Procedure for creating Figure 6

We chose the following measures presented in earlier sections for summarize our key findings:

• Accuracy: We computed the median of the per-network median AUPRC value obtained for datasets containing 2,000 and 5,000 cells for the six synthetic networks (Figure 2). For datasets from curated models, we used the median of the per-model median AUPRC value obtained for 10 datasets without dropouts for each the four datasets from curated models (Figure 4). For experimental single-cell RNA-Seq datasets, we used the median EPR obtained for each dataset-evaluation network combination (all significantly-varying TFs and the 500 most-varying genes) (Figure 5). We have ordered the algorithms by their median EPR score across experimental single-cell RNA-Seq datasets followed by median AURPCs in datasets from synthetic networks.

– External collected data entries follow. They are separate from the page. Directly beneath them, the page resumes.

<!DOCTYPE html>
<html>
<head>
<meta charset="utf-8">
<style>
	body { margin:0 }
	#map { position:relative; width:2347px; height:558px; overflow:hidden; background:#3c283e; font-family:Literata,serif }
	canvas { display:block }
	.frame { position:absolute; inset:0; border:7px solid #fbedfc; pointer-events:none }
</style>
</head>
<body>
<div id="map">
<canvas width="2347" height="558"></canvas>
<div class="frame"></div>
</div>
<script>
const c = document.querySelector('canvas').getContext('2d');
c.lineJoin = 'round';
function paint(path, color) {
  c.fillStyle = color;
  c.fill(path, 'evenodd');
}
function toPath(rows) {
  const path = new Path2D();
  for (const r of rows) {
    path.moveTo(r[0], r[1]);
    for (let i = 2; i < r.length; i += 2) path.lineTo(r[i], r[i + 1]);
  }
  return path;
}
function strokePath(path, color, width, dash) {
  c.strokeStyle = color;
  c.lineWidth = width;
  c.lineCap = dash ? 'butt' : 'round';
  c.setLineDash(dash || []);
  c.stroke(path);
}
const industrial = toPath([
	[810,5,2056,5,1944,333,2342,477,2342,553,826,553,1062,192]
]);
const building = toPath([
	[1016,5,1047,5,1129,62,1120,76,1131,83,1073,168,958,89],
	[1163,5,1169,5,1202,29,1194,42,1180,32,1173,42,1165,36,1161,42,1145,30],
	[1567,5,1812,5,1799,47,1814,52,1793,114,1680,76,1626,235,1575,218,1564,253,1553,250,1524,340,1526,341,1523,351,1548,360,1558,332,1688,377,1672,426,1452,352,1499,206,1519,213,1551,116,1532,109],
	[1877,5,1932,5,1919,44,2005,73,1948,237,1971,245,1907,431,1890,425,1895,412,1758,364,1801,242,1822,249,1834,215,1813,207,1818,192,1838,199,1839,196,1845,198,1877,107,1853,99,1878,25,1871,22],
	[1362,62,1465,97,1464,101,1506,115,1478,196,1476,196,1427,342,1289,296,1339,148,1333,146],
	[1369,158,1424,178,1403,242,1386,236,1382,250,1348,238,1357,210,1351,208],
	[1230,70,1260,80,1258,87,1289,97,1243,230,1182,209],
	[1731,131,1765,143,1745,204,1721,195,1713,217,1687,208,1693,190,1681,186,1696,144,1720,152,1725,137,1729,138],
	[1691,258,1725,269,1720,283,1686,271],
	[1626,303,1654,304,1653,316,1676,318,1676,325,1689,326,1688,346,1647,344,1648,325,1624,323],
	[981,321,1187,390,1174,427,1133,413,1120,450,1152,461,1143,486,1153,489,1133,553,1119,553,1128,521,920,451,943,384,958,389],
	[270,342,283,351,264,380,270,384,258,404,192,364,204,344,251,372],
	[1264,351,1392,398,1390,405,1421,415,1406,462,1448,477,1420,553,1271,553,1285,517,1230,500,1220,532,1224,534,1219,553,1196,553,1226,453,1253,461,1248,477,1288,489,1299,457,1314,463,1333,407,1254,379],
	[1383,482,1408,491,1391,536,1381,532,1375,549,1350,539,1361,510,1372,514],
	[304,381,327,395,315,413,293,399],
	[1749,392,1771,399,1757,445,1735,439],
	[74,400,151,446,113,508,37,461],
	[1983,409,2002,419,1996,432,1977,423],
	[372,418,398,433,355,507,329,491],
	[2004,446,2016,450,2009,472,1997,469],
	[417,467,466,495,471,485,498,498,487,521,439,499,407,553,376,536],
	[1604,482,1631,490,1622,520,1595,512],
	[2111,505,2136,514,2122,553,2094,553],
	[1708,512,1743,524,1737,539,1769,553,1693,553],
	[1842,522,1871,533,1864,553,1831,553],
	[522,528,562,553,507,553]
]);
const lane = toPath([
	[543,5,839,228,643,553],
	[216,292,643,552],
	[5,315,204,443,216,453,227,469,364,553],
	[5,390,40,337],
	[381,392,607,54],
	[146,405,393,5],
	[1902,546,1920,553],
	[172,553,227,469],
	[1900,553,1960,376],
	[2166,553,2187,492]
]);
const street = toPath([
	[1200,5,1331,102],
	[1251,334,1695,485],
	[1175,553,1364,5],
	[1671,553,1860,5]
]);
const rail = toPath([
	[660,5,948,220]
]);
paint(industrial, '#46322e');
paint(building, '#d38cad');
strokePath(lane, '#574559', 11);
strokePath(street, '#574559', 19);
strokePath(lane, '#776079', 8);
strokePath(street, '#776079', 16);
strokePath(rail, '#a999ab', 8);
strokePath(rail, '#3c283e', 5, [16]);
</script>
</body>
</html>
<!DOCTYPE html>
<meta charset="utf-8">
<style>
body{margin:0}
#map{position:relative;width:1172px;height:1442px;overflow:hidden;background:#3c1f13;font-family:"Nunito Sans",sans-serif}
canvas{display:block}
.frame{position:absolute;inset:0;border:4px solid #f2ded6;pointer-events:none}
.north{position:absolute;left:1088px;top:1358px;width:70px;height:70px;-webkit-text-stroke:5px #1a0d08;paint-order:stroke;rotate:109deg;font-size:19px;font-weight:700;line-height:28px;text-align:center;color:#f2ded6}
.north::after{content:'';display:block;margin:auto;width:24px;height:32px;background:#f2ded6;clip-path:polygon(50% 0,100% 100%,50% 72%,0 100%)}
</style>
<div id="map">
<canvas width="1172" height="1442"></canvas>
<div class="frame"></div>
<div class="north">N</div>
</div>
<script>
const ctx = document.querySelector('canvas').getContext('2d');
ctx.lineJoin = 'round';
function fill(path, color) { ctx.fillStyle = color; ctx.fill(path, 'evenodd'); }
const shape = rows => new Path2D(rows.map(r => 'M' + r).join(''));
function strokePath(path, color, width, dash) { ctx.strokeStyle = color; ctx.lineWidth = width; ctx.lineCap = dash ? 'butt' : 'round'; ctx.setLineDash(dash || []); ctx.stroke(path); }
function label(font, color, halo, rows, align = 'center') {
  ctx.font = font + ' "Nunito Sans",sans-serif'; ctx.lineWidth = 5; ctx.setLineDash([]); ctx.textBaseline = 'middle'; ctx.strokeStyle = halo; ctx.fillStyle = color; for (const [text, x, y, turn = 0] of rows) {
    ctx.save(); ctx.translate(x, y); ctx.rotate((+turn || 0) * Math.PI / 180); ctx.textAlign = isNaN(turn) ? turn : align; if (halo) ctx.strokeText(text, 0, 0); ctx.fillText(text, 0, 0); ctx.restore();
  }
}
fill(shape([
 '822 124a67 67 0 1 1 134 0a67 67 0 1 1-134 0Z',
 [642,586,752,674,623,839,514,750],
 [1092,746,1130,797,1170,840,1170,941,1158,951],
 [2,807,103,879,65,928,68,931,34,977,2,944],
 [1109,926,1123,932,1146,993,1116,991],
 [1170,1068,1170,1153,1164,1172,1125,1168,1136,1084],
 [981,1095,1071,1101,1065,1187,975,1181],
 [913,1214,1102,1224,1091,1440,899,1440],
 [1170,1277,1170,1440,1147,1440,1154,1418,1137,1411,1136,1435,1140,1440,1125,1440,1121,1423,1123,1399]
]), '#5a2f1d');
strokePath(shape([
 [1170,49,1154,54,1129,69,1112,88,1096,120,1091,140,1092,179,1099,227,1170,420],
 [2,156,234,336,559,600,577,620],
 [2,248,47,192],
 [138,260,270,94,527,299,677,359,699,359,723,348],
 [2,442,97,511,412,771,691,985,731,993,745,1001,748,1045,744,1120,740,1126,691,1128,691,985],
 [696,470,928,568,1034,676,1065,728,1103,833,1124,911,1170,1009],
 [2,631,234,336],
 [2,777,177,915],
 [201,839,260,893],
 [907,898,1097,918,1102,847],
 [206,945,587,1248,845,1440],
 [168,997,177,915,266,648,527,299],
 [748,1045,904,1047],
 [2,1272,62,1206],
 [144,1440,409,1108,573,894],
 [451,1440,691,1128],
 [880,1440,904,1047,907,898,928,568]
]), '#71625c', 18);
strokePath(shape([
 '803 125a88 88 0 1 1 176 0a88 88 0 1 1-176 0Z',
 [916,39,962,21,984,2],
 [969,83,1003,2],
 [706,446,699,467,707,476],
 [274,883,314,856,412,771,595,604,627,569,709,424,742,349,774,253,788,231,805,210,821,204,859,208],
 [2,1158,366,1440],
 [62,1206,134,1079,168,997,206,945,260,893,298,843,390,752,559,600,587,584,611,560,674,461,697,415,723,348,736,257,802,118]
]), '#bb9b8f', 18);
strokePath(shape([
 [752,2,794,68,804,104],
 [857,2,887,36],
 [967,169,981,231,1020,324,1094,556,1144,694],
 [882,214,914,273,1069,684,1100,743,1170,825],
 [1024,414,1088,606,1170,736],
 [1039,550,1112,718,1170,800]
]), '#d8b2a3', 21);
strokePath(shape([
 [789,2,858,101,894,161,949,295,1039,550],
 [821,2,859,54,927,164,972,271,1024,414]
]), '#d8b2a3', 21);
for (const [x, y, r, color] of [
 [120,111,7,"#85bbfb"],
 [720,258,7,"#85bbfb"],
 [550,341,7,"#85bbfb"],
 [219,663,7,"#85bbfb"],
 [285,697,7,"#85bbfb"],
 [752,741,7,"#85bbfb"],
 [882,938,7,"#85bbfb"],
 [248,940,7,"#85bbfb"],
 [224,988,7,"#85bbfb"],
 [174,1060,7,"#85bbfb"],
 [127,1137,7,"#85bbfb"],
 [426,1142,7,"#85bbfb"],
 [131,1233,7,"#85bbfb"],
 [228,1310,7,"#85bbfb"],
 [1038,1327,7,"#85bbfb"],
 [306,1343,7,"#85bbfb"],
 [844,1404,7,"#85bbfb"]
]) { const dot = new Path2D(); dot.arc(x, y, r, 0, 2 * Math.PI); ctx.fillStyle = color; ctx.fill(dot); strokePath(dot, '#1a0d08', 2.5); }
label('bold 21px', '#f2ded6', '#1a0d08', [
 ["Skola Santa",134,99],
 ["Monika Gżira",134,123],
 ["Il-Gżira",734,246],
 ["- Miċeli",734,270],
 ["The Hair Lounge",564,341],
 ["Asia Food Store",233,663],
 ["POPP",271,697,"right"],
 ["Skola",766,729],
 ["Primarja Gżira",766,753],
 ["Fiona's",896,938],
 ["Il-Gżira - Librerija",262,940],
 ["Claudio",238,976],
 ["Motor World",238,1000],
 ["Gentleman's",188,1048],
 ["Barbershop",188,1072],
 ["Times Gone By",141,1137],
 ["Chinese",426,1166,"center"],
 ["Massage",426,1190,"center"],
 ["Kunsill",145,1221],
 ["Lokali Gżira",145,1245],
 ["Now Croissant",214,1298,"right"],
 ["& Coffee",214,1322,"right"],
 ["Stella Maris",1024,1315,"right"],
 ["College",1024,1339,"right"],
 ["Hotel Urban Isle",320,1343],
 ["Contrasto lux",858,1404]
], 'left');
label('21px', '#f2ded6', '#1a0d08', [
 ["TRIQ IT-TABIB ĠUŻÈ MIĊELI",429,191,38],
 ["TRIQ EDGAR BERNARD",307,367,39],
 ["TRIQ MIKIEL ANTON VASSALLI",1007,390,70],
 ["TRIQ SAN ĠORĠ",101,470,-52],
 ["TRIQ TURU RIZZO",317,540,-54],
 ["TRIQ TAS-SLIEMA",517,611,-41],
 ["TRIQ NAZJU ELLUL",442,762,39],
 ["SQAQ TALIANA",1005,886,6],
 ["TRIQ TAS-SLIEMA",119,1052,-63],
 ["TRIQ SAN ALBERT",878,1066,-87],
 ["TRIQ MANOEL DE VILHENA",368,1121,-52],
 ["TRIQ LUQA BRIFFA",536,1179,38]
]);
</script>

• Stability: We present four such measures: (a) across datasets: the median score of the Jaccard index obtained for all six datasets from synthetic networks (Figure 2); (b) across runs: median Spearman’s correlation of outputs for each of the four datasets from curated models (one dataset each, Supplementary Note 3.4); (c) across dropouts: median percentage decrease in AUPRC for the q = 50 dropout rate compared to no dropouts (Supplementary Figure 4); (d) across pseudotime: median percentage decrease in AUPRC after shuffling time values within a 30% window compared to the original simulation time for datasets from synthetic networks (Supplementary Figure 11).

• Scalability: Median running times and memory consumption for three different scRNA-Seq datasets, namely hHEP, hESC and mHSC-E, which contain 400, 750 and 1000 cells, respectively (Supplementary Figure 7). Missing values indicate that either the method did not complete even after running for over a day or it gave a run-time error.